I know that curve with coefficients in $k$ is geometrically ireducible if it does not factor over algebraic closure of $k$.
I have this curve, for example, $$2x^2+2x^2y+2y^2+2xy+3xy^2=1.$$ It's coefficients are in $\mathbb{Q}$, so closure is $\mathbb{C}$. How do I check it?
In Wolfram Alpha it says it is irreducible over all extension (it means in complex numbers) but I am wondering about method to prove it?
EDIT: I'm not sure about curve above if it's easy to solve. But what about $$x^2+y^2+x^2y^2=1?$$ My textbook just say it is irreducible, but not how to check it?
There are quite a few methods for checking something is irreducible.

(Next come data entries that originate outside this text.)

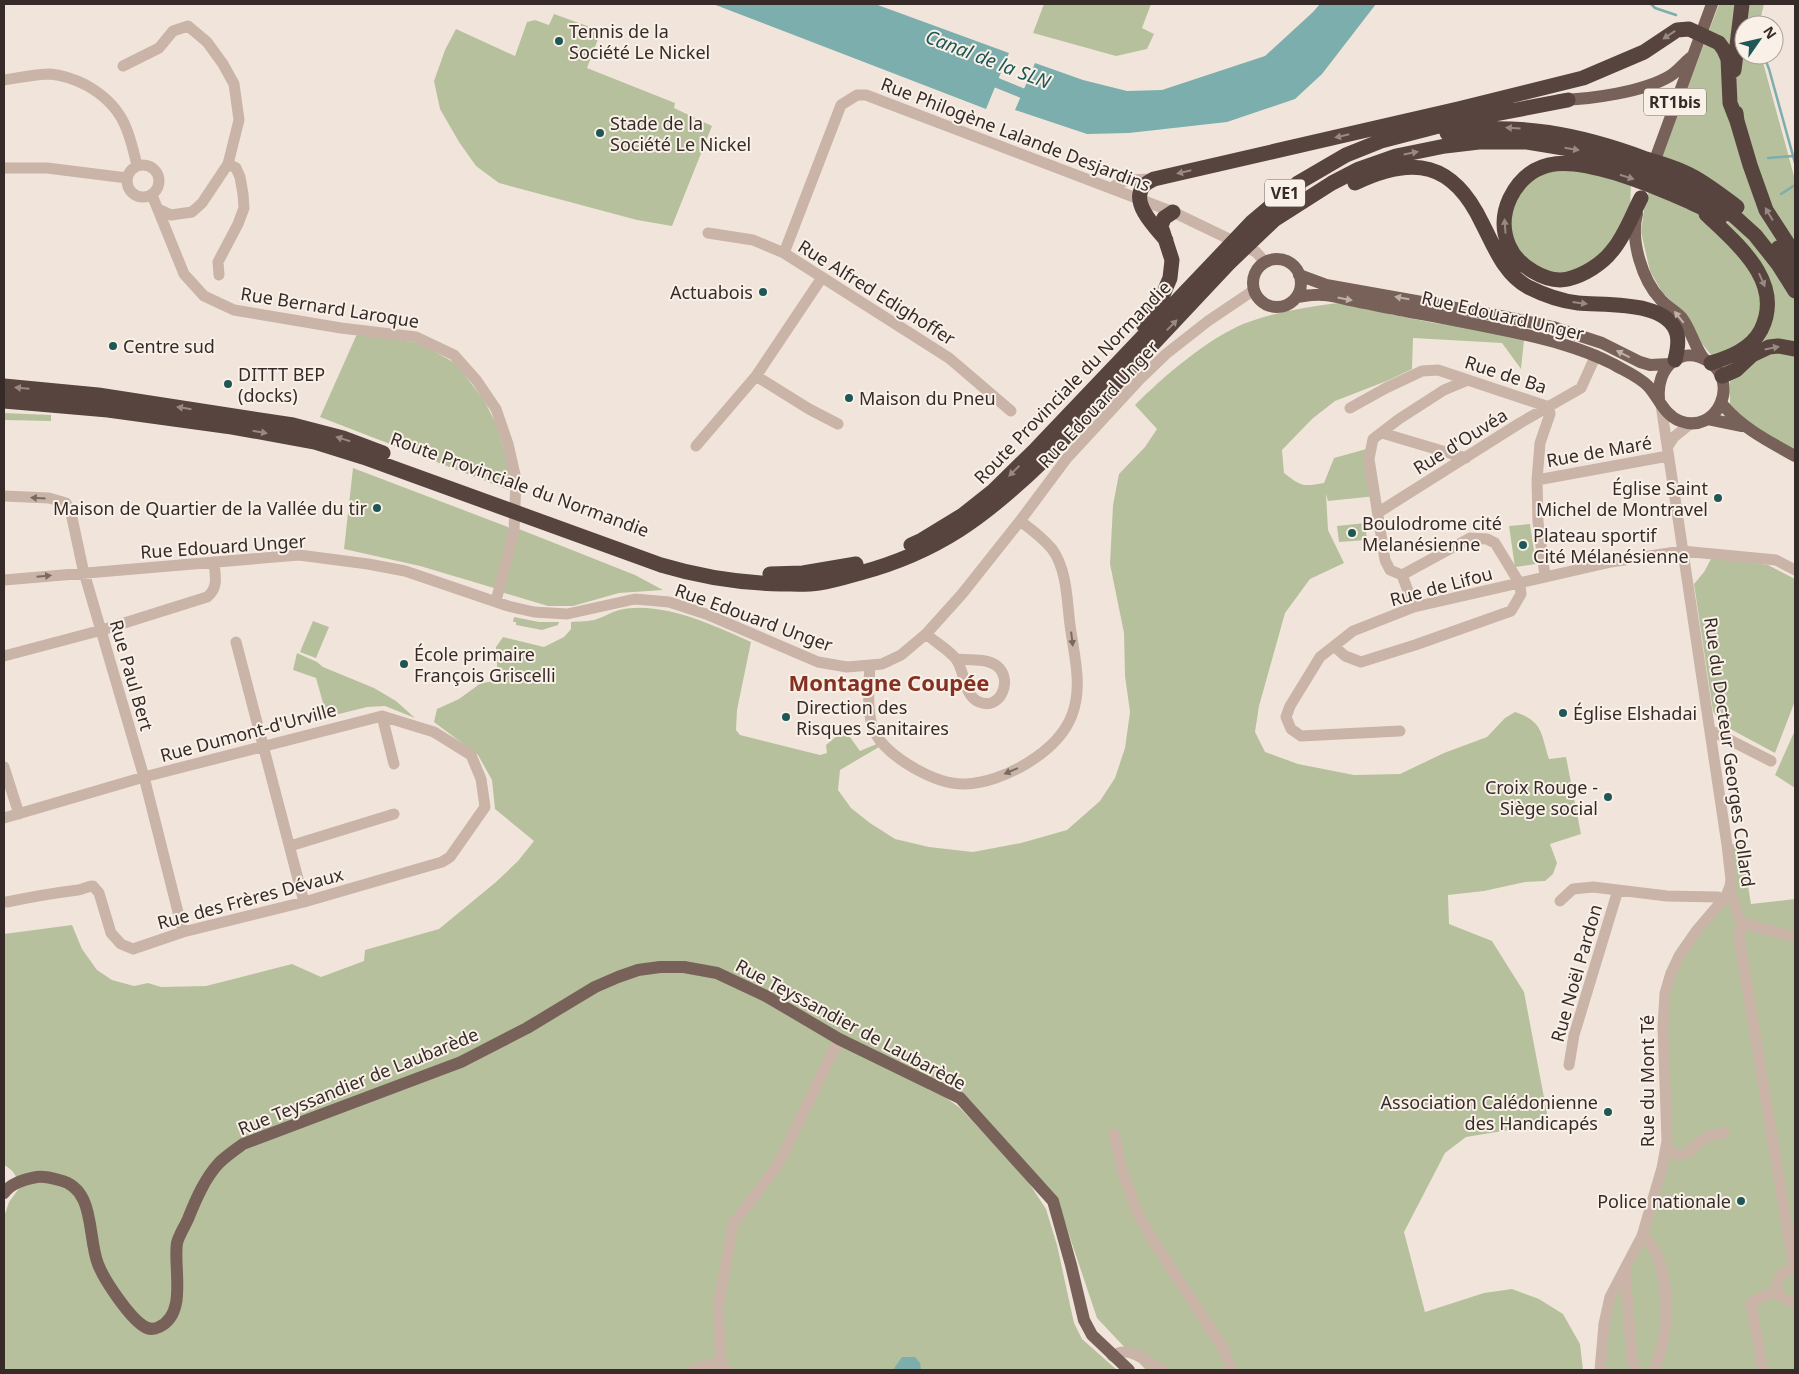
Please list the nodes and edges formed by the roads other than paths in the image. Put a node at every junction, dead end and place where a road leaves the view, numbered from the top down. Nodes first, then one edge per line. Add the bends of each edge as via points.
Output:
1 (1742, 4) edge
2 (1710, 7) edge
3 (1693, 52) junction
4 (122, 66) dead end
5 (4, 80) edge
6 (1568, 100) junction
7 (1458, 109) junction
8 (1737, 121) junction
9 (228, 164) junction
10 (137, 166) junction
11 (4, 168) edge
12 (1321, 170) junction
13 (127, 178) junction
14 (1154, 179) junction
15 (1112, 188) junction
16 (152, 195) junction
17 (1642, 195) junction
18 (1139, 199) junction
19 (1695, 205) junction
20 (158, 209) junction
21 (1173, 212) junction
22 (1274, 220) junction
23 (1482, 222) junction
24 (1257, 226) junction
25 (1634, 226) junction
26 (708, 234) dead end
27 (1166, 240) junction
28 (784, 253) junction
29 (1795, 255) edge
30 (1223, 261) junction
31 (1266, 262) junction
32 (1795, 272) edge
33 (219, 275) dead end
34 (1300, 275) junction
35 (821, 278) junction
36 (1254, 290) junction
37 (1795, 291) edge
38 (1297, 297) junction
39 (1795, 305) edge
40 (1795, 349) edge
41 (1596, 355) junction
42 (1120, 360) junction
43 (1707, 361) junction
44 (1672, 362) junction
45 (756, 376) junction
46 (1722, 376) junction
47 (1468, 380) junction
48 (4, 386) edge
49 (4, 401) edge
50 (1660, 402) junction
51 (1722, 404) junction
52 (1549, 407) junction
53 (1350, 408) dead end
54 (4, 409) edge
55 (1011, 411) dead end
56 (148, 415) junction
57 (1708, 419) junction
58 (838, 424) dead end
59 (1690, 424) junction
60 (1744, 427) junction
61 (1382, 433) junction
62 (696, 446) dead end
63 (1668, 451) junction
64 (1795, 456) edge
65 (1466, 458) junction
66 (1537, 480) junction
67 (4, 496) edge
68 (1379, 512) junction
69 (1020, 521) junction
70 (1682, 551) junction
71 (214, 562) junction
72 (1795, 570) edge
73 (84, 573) junction
74 (1402, 575) junction
75 (1545, 576) junction
76 (4, 580) edge
77 (1520, 584) junction
78 (496, 601) junction
79 (1414, 607) junction
80 (102, 630) junction
81 (926, 634) junction
82 (236, 642) dead end
83 (1335, 647) junction
84 (4, 656) edge
85 (956, 659) junction
86 (870, 665) junction
87 (382, 716) junction
88 (1710, 730) junction
89 (1400, 731) dead end
90 (262, 746) junction
91 (1771, 761) dead end
92 (394, 764) dead end
93 (4, 767) edge
94 (144, 777) junction
95 (19, 814) junction
96 (394, 814) dead end
97 (4, 818) edge
98 (290, 846) junction
99 (1618, 890) junction
100 (1729, 890) junction
101 (1560, 901) dead end
102 (1722, 901) junction
103 (7, 902) dead end
104 (304, 902) junction
105 (1742, 923) junction
106 (183, 932) junction
107 (1795, 937) edge
108 (839, 1039) junction
109 (1569, 1065) dead end
110 (1724, 1133) dead end
111 (1114, 1134) dead end
112 (1665, 1151) junction
113 (4, 1193) edge
114 (1642, 1236) junction
115 (1625, 1270) junction
116 (1795, 1270) edge
117 (1778, 1291) junction
118 (1795, 1302) edge
119 (1112, 1356) junction
120 (723, 1366) edge
121 (693, 1370) edge
122 (1129, 1370) edge
123 (1162, 1370) edge
124 (1232, 1370) edge
125 (1600, 1370) edge
126 (1636, 1370) edge
127 (1654, 1370) edge
128 (1763, 1370) edge

1 - 8 highway via 1733,81
2 - 3 main road, RT1bis
3 - 6 main road via 1671,76 1648,86
3 - 17 main road, RT1bis
4 - 9 street via 159,48 173,30 188,26 207,42 234,84 239,120
5 - 10 street via 50,74 78,81 102,94 126,126
6 - 7 main road
6 - 12 highway via 1381,140
8 -> 7 highway via 1730,103 1728,59 1724,50 1718,43 1689,29 1677,30 1644,52 1583,78
7 -> 14 highway
29 -> 8 highway via 1766,210
9 - 20 street via 202,204 192,212 171,215
9 - 33 street via 236,168 240,177 244,208 218,262
10 - 13 street
10 - 16 street via 152,168 158,176 158,187
11 - 13 street via 47,168
12 - 24 highway, VE1 via 1298,183
32 -> 12 highway via 1768,234 1742,210 1687,173 1574,136 1503,128 1464,130 1394,145
13 - 16 street via 132,193 141,197
14 - 15 street via 1119,182
14 - 18 highway via 1142,188
15 - 18 street, Rue Philogène Lalande Desjardins
15 - 28 street, Rue Philogène Lalande Desjardins via 893,104 857,95 841,105
16 - 20 street, Rue Bernard Laroque
17 -> 19 highway via 1613,250 1594,268 1566,280 1531,270 1520,262 1509,246 1504,230 1508,202 1526,175 1543,166 1562,163 1594,167 1631,178
17 - 25 main road, RT1bis
18 - 21 street, Rue Philogène Lalande Desjardins
18 - 27 highway
19 - 39 highway via 1714,213 1741,233 1758,250
19 -> 43 highway via 1735,242 1760,276 1768,295 1765,321 1759,333 1740,351 1722,360
20 - 78 street, Rue Bernard Laroque via 184,274 204,296 234,310 416,337 454,355 478,381 496,409 516,479 514,530
21 - 27 highway via 1164,218 1161,226
21 - 31 street, Rue Philogène Lalande Desjardins via 1256,252
22 - 23 highway via 1366,178 1396,168 1422,166 1446,176 1457,185
22 - 24 highway, Route Provinciale du Normandie
22 -> 37 highway, Route Provinciale du Normandie via 1332,183 1396,156 1479,142 1527,142 1582,151 1677,182 1704,196 1755,235
23 - 25 highway via 1504,253 1525,274 1536,283 1560,288 1580,286 1608,269 1619,257
23 -> 44 highway via 1499,257 1524,285 1554,298 1640,307 1664,317 1677,335
24 - 30 highway, Route Provinciale du Normandie
43 -> 25 main road via 1697,349 1682,318 1662,301 1648,281 1640,263
26 - 28 street, Rue Alfred Edighoffer via 753,240
27 - 42 highway via 1172,260 1170,278 1162,297
28 - 35 street, Rue Alfred Edighoffer
30 - 42 highway, Route Provinciale du Normandie
56 -> 30 highway, Route Provinciale du Normandie via 316,442 616,550 695,575 760,584 825,582 887,566 949,537 981,516 1043,461
31 - 34 main road via 1284,260
31 - 36 main road via 1255,274
34 - 38 main road via 1301,287
44 -> 34 main road, Rue Edouard Unger via 1650,365 1602,343 1553,327 1326,285
35 - 45 street
35 - 55 street, Rue Alfred Edighoffer via 949,358
36 - 38 main road via 1263,303 1278,308
36 - 69 street, Rue Edouard Unger via 1166,354 1140,379 1067,458
38 -> 41 main road, Rue Edouard Unger via 1324,295 1456,320 1548,339
46 -> 40 highway via 1769,347
41 - 50 main road, Rue Edouard Unger via 1636,376
41 - 52 street, Rue d'Ouvéa via 1581,388
42 -> 48 highway, Route Provinciale du Normandie via 992,492 941,529 887,555 847,567 762,574 696,565 586,532 344,438 293,425 98,395
43 - 44 main road via 1694,356
43 - 46 main road
44 - 50 main road via 1659,379
45 - 58 street
45 - 62 street
46 - 51 main road via 1725,392
47 - 52 street, Rue de Ba
47 - 53 street, Rue de Ba via 1438,370 1422,371
47 - 61 street via 1444,390
49 - 56 highway, Route Provinciale du Normandie
50 - 59 main road via 1673,418
50 - 63 street, Rue du Docteur Georges Collard
51 - 57 main road
51 - 60 main road
52 - 65 street, Rue d'Ouvéa
52 - 66 street, Rue de Ba via 1550,414 1540,443
54 - 56 highway via 110,416
57 - 59 main road
57 - 60 main road
59 - 63 street via 1678,433
60 - 64 main road
61 - 65 street
61 - 68 street via 1373,439 1369,460
63 - 66 street, Rue de Maré
63 - 70 street, Rue du Docteur Georges Collard
65 - 68 street, Rue d'Ouvéa
66 - 75 street, Rue de Ba
73 -> 67 street, Rue Paul Bert via 66,503 48,498
68 - 74 street via 1385,560 1390,570
69 - 81 street, Rue Edouard Unger
69 -> 86 street via 1051,547 1060,565 1078,684 1072,715 1063,732 1047,750 1022,766 991,779 965,784 945,782 922,773 892,753 875,732 869,708
70 - 72 street, Rue de Lifou via 1776,560
70 - 75 street, Rue de Lifou
70 - 88 street, Rue du Docteur Georges Collard
71 - 73 street, Rue Edouard Unger
71 - 78 street, Rue Edouard Unger via 299,555 368,564 430,578
71 - 80 street via 216,585 207,597
76 -> 73 street, Rue Edouard Unger
73 - 80 street, Rue Paul Bert
74 - 77 street via 1470,538 1476,538 1495,543
74 - 79 street
75 - 77 street, Rue de Lifou
77 - 79 street, Rue de Lifou
77 - 83 street via 1521,594 1511,611 1415,646 1361,662 1345,656
78 - 86 street, Rue Edouard Unger via 534,612 559,614 635,599 669,602 706,614 818,662 847,667
79 - 83 street, Rue de Lifou via 1354,631
80 - 84 street
80 - 94 street, Rue Paul Bert
81 - 85 street
81 - 86 street, Rue Edouard Unger via 901,655 882,664
82 - 90 street
83 - 89 street, Rue de Lifou via 1320,657 1290,706 1286,717 1291,729 1300,736
85 - 85 street via 972,697 991,703 1001,696 1006,686 998,667
87 - 90 street, Rue Dumont-d'Urville
87 - 92 street
87 - 104 street, Rue des Frères Dévaux via 434,732 471,755 481,779 485,807 450,857 432,866
88 - 91 street
88 - 100 street, Rue du Docteur Georges Collard via 1727,845
90 - 94 street, Rue Dumont-d'Urville
90 - 98 street
93 - 95 street
94 - 95 street, Rue Dumont-d'Urville
94 - 106 street, Rue Paul Bert
95 - 97 street, Rue Dumont-d'Urville
96 - 98 street
98 - 104 street
99 - 101 street via 1593,886 1573,889
99 - 102 street via 1667,896 1718,897
99 - 109 street, Rue Noël Pardon via 1574,1035
100 - 102 street, Rue du Mont Té
100 - 105 street, Rue du Docteur Georges Collard
102 - 112 street, Rue du Mont Té via 1679,956 1665,993
103 - 106 street, Rue des Frères Dévaux via 93,886 99,894 110,933 121,944 133,949
104 - 106 street, Rue des Frères Dévaux
105 - 107 street
105 - 116 street, Rue du Docteur Georges Collard via 1740,943
108 - 113 main road, Rue Teyssandier de Laubarède via 766,996 717,974 684,967 660,967 618,977 461,1062 243,1144 219,1163 200,1191 177,1242 175,1308 170,1320 151,1329 142,1326 106,1280 98,1263 82,1195 74,1187 43,1176 16,1183
108 - 119 main road, Rue Teyssandier de Laubarède via 960,1098 1053,1201 1084,1320 1092,1335
108 - 120 street via 778,1165 733,1224 718,1307
110 - 112 street via 1700,1141 1688,1153 1679,1155
111 - 124 street via 1122,1172 1138,1214 1223,1348
112 - 114 street, Rue du Mont Té
114 - 115 street, Rue du Mont Té
114 - 127 street via 1650,1244 1659,1264 1666,1302 1665,1330
115 - 125 street, Rue du Mont Té via 1609,1302
115 - 126 street via 1632,1358
116 - 117 street via 1780,1276
117 - 118 street via 1785,1300
117 - 128 street via 1751,1303
119 - 122 main road, Rue Teyssandier de Laubarède
119 - 123 street via 1121,1351 1130,1352
120 - 121 street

One of my favourites is Eistenstein's criterion:
Another powerful tool is Gauß's lemma:
Now if you want to check something is irreducible over $\mathbb Q$, you can use Eisenstein's criterion at some prime $(p) \subseteq \mathbb Z$ and then use Gauß's lemma to go from $\mathbb Z[x]$ to $\mathbb Q[x]$. However, you want to prove that your polynomial is irreducible over $\bar{\mathbb Q}$ (or over the much bigger field $\mathbb C$), so we cannot use this method.
However, we can use prime ideals of $\mathbb C[y]$:
Example. Consider the polynomial $$f = (2+2y)x^2 + (2y+3y^2)x + (2y^2 - 1).$$ This is the same polynomial you wrote down, but I've rewritten it to view it as a polynomial in $x$ over $\mathbb C[y]$. Note that the coefficients do not share a common factor, since $y = -1$ (the only root of the leading coefficient) is not a root of either of the other coefficients. Thus, by Gauß's lemma, $f$ is irreducible in $\mathbb C[y][x] = \mathbb C[x,y]$ if and only if it is irreducible in $\mathbb C(y)[x]$.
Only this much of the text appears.